Television Weekly News.
Volume 1, numbers 1-2, April 18, 1931- April 25, 1931. Hollywood: Harry Ray.
An exceedingly scarce illustrated weekly magazine principally devoted to television, but also including articles about the stage and screen. This appears to be the first weekly magazine devoted to television and includes a list of all contemporary operating television stations. The third issue includes the weekly programming schedule of W9AXP in Chicago, almost surely the first-ever published television program listings.
Phillipp’s Television Weekly.
Volume 1 number 1, January 26, 1948. New York: Robert Phillipps and H. Melville Hicks.
The potential of commercial television was first publicly showcased with a broadcast from the 1939 N.Y. World’s Fair with President Franklin D. Roosevelt as the star performer. As early as 1941, programming schedules were sent directly by mail from broadcasting stations to buyers of TV sets. After a hiatus due to the war, weekly programming guides began to appear in 1948, beginning with Phillipp’s Television Weekly in New York on January 26.

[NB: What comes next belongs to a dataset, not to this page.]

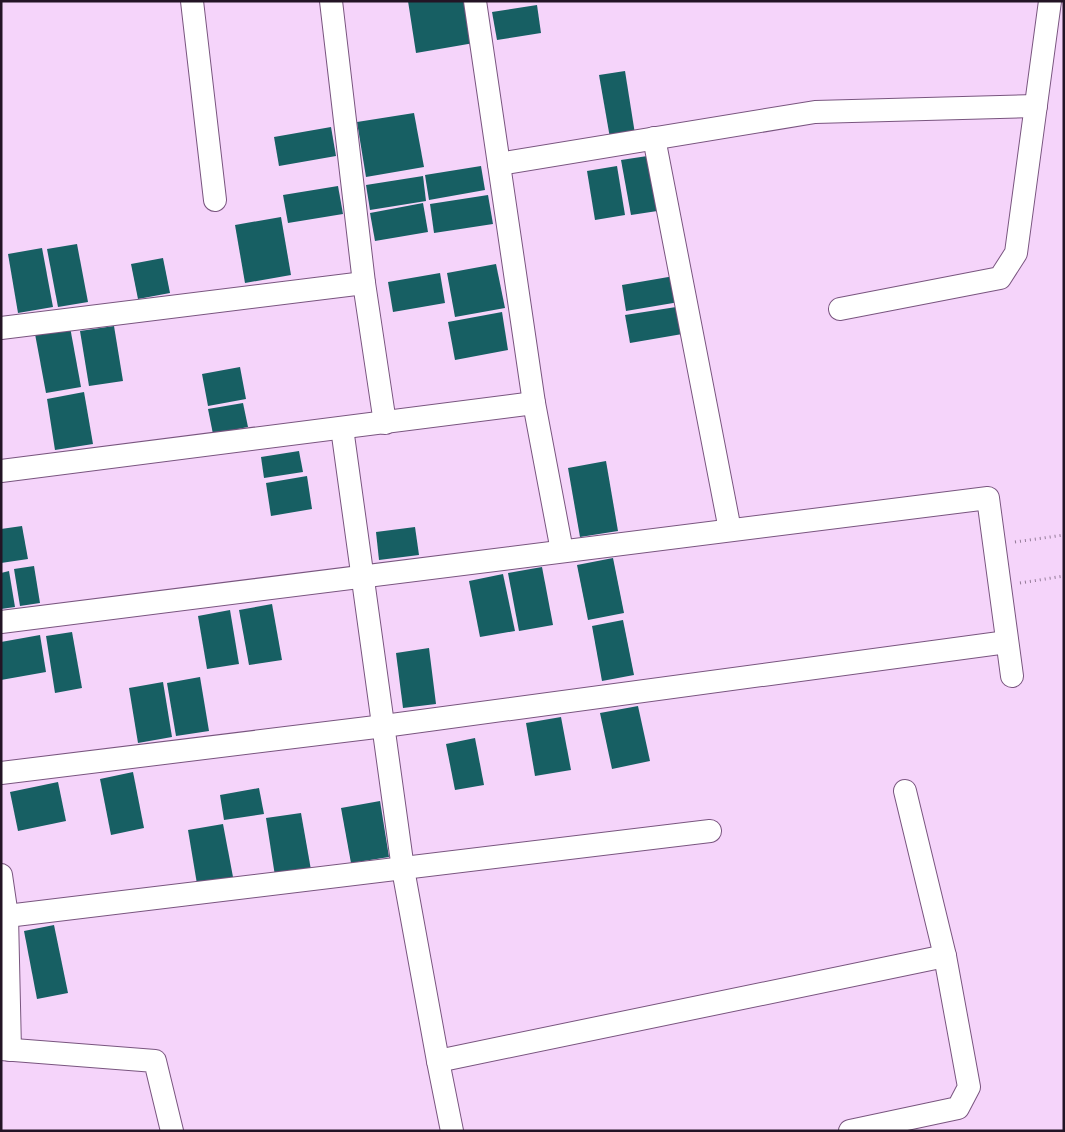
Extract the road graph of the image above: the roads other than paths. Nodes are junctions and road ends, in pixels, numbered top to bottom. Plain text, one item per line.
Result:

Volume 1, number 1, May 9, 1948. Chicago: Television Forecast, Inc.
The Local Televiser.
Volume 1, number 1, November 7, 1948. Philadelphia: The Local Televiser.
The first of the familiar weekly digest-sized magazines was Chicago’s TV Forecast began on May 9, 1948, mailed free to TV owners as a “programming service” until August 8, when an annual subscription fee of three dollars was charged. It was soon joined by Television Guide, later TV Guide, in New York on June 14 and TV Digest in Philadelphia, which began as Local Televiser on November 7.
Volume 1, number 1, April 3, 1953. Philadelphia: Triangle Publications.
In April 1953, the three most popular “pre-national” titles were combined by Walter Annenberg’s Triangle Publications into the national weekly TV Guide, which rapidly became the best-selling magazine in America in the decades prior to the digital and cable revolutions. The cover illustration features I Love Lucy, which was so popular that water companies noted a significant spike in usage during its commercial breaks!